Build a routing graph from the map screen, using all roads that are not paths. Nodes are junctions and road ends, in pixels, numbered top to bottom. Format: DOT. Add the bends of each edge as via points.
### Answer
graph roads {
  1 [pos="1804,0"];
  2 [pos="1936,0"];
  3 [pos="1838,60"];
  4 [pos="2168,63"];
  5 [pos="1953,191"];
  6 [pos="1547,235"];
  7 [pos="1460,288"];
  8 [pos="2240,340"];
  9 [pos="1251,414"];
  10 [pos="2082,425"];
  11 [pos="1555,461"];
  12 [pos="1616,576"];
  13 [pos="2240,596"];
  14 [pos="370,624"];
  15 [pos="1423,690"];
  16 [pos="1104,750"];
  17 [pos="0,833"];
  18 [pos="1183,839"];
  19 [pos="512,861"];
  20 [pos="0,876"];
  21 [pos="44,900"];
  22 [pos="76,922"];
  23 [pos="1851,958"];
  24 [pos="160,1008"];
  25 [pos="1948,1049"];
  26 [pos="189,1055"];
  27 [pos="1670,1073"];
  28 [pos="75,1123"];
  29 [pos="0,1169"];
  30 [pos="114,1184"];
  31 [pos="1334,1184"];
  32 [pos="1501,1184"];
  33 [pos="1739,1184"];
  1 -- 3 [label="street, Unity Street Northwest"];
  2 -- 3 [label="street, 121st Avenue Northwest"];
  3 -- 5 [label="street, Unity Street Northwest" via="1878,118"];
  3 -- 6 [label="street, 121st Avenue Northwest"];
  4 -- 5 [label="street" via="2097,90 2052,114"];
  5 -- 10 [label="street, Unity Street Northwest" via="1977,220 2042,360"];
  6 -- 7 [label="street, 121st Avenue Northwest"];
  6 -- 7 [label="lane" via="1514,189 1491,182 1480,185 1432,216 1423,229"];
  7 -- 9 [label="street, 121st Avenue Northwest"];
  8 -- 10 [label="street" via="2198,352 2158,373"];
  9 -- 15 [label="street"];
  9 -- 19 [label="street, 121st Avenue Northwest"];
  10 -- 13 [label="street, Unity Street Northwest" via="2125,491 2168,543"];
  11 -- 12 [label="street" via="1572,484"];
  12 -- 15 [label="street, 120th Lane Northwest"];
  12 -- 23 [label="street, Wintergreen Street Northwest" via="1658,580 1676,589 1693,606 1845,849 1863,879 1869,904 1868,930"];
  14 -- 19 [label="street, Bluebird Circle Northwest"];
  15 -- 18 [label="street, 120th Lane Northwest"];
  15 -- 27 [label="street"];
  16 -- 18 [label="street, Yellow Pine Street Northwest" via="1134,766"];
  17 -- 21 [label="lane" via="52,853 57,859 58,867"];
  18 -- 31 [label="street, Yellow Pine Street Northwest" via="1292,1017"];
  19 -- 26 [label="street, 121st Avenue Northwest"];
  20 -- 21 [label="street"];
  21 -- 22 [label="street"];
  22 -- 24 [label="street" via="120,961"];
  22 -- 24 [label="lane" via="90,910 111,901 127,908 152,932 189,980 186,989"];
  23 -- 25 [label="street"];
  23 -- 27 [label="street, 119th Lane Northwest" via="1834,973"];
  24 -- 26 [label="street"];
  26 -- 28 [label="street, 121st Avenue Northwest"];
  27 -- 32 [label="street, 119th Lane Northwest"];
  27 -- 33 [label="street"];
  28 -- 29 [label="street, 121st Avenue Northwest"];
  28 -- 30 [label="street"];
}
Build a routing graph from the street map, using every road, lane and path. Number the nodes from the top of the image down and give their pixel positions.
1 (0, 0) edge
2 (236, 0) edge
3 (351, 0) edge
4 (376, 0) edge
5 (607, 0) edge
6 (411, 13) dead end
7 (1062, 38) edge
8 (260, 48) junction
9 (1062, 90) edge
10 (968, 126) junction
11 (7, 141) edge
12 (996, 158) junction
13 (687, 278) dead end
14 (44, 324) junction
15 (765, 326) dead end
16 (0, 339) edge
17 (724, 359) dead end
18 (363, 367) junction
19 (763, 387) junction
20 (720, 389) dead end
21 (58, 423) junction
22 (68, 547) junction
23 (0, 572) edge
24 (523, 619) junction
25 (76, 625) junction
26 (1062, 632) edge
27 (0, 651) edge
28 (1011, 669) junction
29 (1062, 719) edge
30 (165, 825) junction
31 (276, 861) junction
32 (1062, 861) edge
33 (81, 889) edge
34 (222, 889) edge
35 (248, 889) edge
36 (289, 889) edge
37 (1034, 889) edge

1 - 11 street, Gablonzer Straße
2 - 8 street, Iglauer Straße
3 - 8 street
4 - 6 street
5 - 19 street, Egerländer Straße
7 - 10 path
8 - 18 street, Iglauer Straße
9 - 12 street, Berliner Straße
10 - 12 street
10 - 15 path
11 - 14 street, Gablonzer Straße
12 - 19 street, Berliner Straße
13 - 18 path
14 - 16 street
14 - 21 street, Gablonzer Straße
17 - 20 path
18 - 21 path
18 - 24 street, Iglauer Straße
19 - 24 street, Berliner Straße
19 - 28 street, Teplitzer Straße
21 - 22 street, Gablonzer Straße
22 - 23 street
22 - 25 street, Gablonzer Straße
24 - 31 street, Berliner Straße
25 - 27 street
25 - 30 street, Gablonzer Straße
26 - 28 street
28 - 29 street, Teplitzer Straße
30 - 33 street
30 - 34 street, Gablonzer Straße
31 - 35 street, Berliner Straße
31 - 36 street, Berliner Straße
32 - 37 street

> Exercise requirements
Working from the entries above, return all lines that contain "Build".

> Completed task
Build a routing graph from the map screen, using all roads that are not paths. Nodes are junctions and road ends, in pixels, numbered top to bottom. Format: DOT. Add the bends of each edge as via points.
Build a routing graph from the street map, using every road, lane and path. Number the nodes from the top of the image down and give their pixel positions.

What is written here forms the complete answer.